• **RECORDS FOR PROCESSING**
- - - -
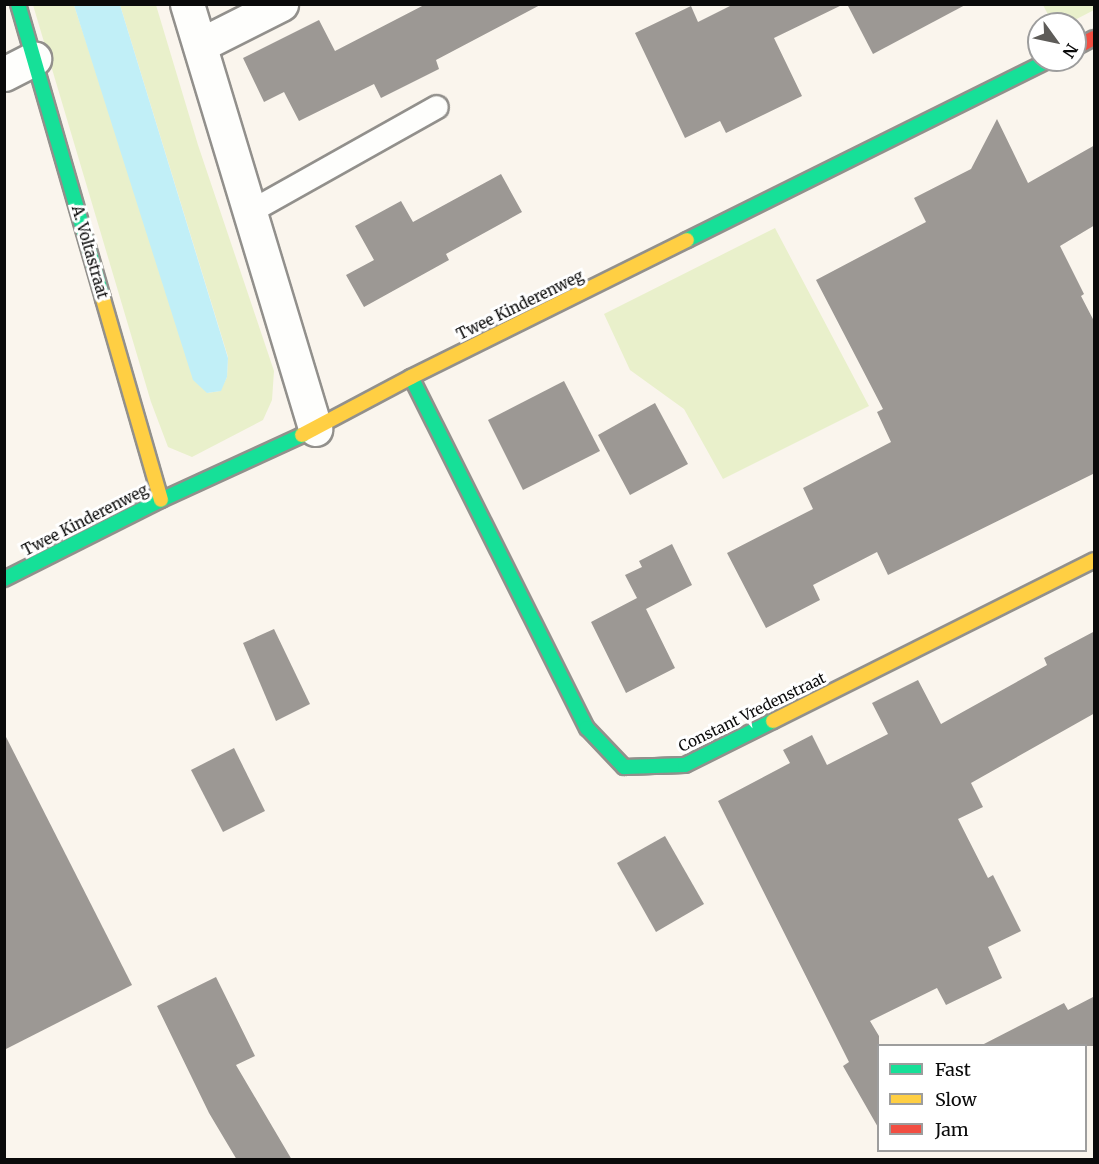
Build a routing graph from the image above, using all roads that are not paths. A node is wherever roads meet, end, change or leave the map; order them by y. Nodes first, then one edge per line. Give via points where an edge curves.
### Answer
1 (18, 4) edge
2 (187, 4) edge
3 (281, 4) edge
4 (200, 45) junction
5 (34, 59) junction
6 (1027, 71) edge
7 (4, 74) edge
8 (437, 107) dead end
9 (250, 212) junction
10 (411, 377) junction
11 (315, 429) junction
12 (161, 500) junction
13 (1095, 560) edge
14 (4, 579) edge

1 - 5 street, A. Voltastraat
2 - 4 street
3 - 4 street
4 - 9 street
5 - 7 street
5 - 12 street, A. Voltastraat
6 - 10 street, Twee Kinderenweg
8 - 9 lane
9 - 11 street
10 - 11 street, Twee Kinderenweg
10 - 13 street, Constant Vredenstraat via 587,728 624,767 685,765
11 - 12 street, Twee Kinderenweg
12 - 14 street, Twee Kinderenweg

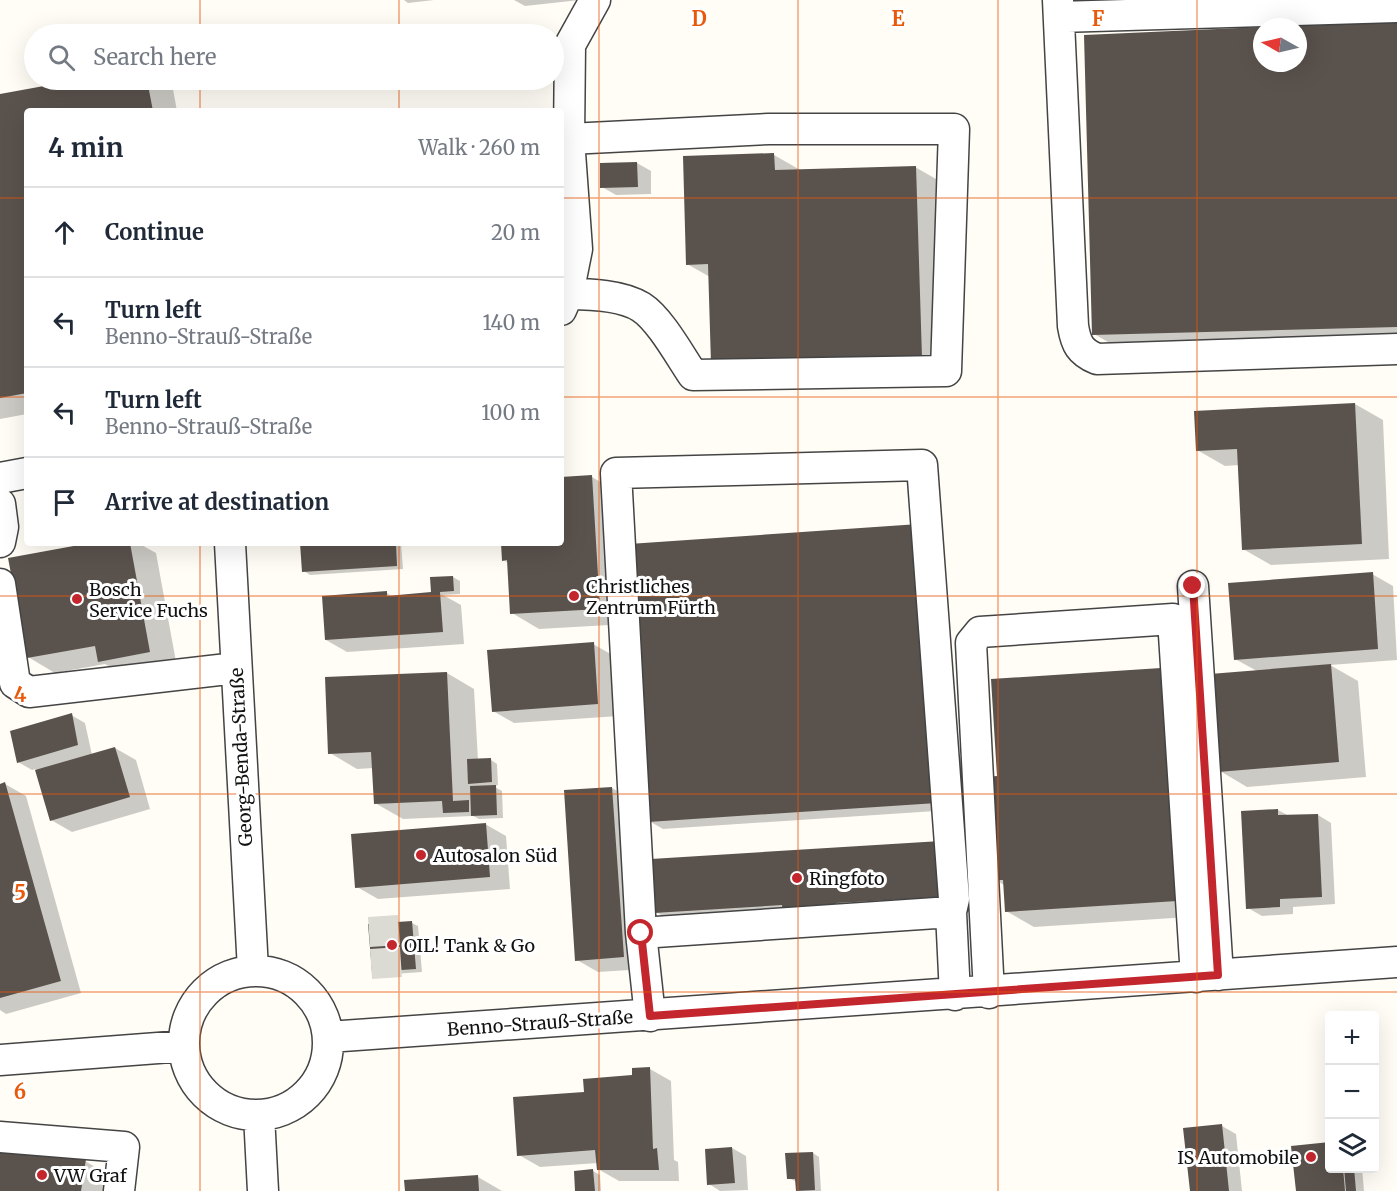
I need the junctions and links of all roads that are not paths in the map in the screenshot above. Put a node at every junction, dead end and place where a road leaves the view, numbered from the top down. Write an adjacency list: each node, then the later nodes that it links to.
- - - -
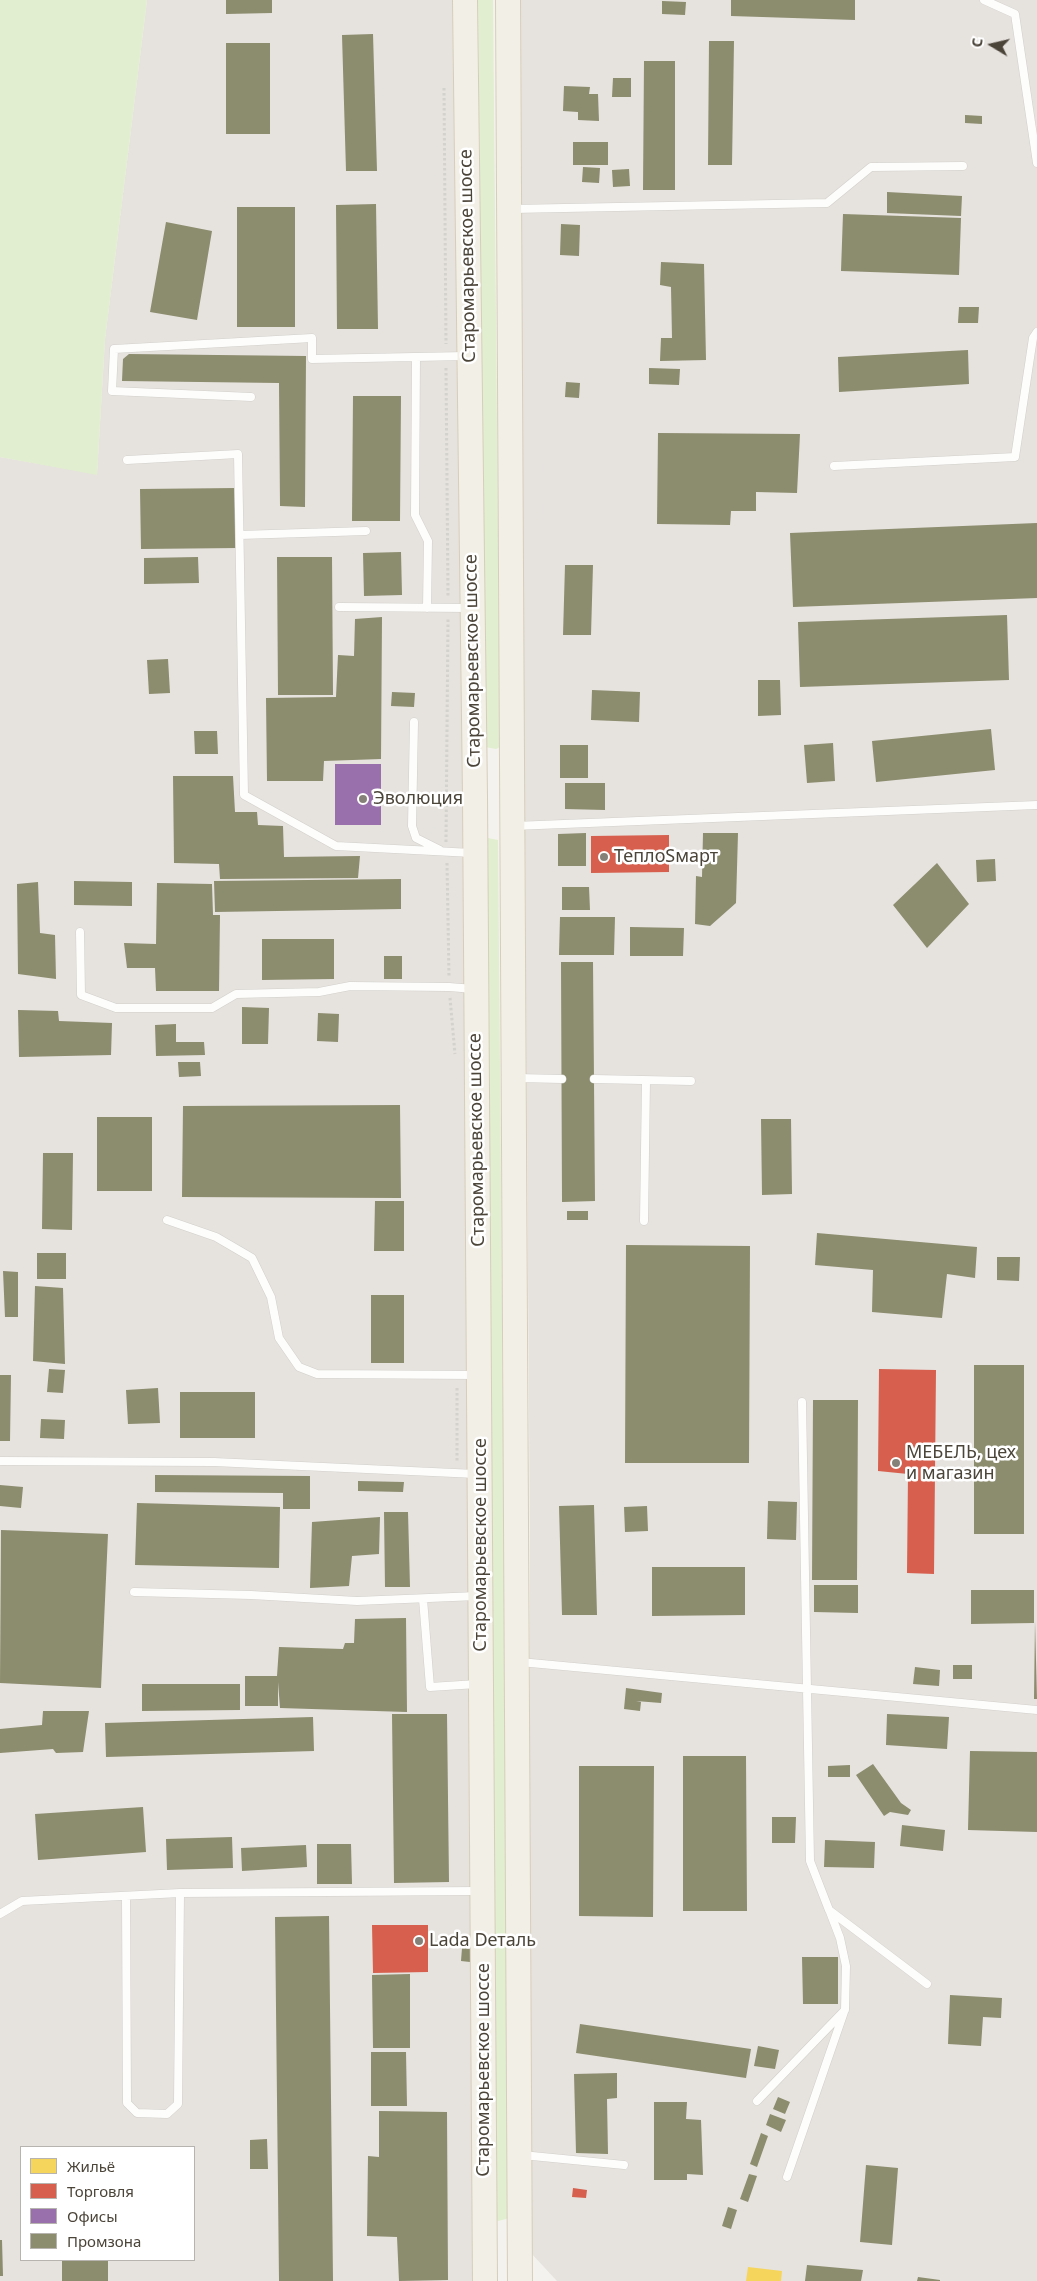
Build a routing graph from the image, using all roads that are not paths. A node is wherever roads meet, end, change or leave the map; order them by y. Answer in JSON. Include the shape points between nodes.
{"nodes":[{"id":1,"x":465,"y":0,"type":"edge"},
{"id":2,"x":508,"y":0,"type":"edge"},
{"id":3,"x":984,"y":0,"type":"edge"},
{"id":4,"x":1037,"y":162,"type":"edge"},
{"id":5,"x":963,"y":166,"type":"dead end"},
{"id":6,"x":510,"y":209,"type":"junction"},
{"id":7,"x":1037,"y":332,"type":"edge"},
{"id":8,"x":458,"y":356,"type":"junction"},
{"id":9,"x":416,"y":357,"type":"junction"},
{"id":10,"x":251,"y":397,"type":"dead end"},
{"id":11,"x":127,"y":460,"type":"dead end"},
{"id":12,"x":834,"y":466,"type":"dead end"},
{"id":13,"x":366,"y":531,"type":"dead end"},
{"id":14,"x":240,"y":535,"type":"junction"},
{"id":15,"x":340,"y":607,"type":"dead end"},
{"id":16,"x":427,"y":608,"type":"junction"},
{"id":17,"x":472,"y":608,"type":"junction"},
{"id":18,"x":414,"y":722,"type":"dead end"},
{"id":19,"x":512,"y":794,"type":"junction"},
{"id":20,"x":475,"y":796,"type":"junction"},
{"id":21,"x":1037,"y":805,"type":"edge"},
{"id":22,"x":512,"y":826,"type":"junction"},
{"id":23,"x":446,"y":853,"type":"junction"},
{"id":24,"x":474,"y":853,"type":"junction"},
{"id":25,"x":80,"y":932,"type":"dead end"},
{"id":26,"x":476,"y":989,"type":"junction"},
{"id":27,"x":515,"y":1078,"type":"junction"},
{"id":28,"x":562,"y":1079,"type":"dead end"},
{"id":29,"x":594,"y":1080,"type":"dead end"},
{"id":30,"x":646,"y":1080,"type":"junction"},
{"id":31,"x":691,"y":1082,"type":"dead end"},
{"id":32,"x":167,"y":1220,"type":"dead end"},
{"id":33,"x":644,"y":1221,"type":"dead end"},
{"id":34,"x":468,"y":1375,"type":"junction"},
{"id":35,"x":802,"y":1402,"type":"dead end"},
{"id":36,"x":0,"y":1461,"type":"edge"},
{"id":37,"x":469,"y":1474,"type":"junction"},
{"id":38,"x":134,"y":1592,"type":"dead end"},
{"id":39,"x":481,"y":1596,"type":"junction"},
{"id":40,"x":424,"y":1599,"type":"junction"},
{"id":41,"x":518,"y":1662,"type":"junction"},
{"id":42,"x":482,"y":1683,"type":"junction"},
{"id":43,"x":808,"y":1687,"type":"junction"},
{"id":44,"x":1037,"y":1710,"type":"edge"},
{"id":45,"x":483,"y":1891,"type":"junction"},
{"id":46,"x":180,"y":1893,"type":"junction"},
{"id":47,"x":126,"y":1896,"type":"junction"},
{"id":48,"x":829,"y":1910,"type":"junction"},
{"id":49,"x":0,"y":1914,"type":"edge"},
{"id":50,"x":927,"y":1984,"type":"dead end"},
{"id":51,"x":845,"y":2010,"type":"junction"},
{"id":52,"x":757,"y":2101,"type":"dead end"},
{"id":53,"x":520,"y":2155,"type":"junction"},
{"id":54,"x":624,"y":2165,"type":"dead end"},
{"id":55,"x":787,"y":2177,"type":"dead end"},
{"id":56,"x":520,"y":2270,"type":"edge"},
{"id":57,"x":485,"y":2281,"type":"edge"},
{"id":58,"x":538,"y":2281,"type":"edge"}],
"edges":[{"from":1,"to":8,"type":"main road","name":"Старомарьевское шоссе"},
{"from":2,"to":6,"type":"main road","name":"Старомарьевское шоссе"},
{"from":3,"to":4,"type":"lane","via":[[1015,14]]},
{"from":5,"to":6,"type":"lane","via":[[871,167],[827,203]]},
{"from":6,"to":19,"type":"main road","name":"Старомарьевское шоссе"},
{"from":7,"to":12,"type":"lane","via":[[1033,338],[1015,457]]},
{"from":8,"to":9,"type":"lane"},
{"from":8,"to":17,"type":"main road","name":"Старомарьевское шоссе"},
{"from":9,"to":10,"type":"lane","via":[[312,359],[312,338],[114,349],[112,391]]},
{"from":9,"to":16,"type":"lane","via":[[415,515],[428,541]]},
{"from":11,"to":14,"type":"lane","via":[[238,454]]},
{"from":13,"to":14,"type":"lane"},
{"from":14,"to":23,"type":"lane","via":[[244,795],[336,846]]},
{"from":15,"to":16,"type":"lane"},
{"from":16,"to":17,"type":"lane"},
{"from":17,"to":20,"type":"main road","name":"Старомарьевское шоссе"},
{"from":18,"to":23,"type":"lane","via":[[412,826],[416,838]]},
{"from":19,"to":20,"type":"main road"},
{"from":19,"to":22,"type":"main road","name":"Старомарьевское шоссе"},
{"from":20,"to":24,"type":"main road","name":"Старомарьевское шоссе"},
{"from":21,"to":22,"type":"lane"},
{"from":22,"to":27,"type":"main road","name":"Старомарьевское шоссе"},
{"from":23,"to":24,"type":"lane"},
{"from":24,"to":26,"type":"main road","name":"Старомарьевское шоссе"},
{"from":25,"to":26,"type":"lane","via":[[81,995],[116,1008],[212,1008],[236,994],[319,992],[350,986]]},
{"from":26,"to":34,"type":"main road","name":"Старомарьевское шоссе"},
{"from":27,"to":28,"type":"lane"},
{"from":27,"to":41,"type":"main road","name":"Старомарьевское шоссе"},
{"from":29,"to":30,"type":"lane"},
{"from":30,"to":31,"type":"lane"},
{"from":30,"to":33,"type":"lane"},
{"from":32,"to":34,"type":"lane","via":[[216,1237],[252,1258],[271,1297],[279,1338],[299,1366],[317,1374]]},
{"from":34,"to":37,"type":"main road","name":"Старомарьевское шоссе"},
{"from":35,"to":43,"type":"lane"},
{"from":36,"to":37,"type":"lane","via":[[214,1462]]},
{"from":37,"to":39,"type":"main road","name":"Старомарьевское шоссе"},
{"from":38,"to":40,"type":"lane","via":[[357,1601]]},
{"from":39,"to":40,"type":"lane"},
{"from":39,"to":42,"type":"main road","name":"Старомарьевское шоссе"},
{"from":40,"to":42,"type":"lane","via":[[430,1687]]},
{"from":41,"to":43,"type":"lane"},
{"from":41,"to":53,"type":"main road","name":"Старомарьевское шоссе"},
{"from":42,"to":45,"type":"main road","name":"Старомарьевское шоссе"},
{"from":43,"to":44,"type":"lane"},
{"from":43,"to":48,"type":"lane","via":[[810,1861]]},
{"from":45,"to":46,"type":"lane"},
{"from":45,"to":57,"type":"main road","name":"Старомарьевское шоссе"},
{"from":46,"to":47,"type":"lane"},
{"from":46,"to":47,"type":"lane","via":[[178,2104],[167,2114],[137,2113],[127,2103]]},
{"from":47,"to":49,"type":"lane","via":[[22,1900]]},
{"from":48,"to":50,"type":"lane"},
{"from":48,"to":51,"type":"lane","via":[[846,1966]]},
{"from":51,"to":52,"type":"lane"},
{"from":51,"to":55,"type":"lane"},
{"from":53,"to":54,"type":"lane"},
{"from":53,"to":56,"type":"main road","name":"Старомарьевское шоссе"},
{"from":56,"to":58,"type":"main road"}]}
- - - -
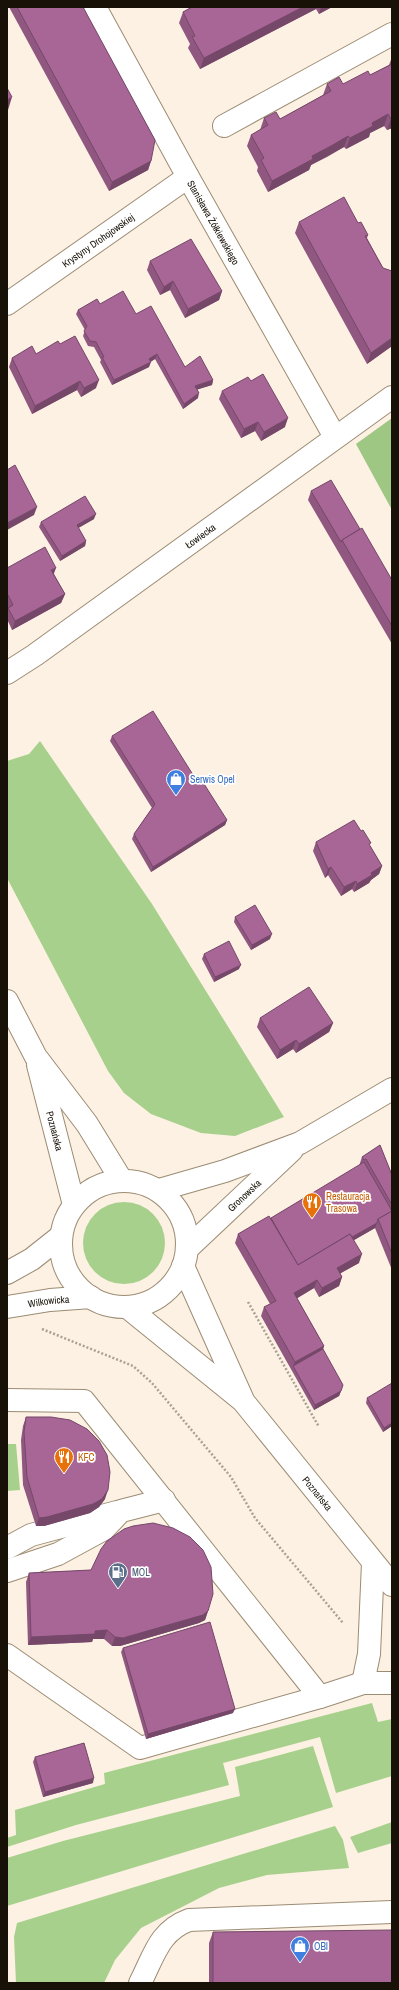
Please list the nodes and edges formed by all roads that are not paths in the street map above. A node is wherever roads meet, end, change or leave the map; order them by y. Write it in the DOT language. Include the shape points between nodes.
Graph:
- - - -
Only the lines that contain the string "Write" are to be copied from the records.

• **EXERCISE OUTPUT**
I need the junctions and links of all roads that are not paths in the map in the screenshot above. Put a node at every junction, dead end and place where a road leaves the view, numbered from the top down. Write an adjacency list: each node, then the later nodes that it links to.
Please list the nodes and edges formed by all roads that are not paths in the street map above. A node is wherever roads meet, end, change or leave the map; order them by y. Write it in the DOT language. Include the shape points between nodes.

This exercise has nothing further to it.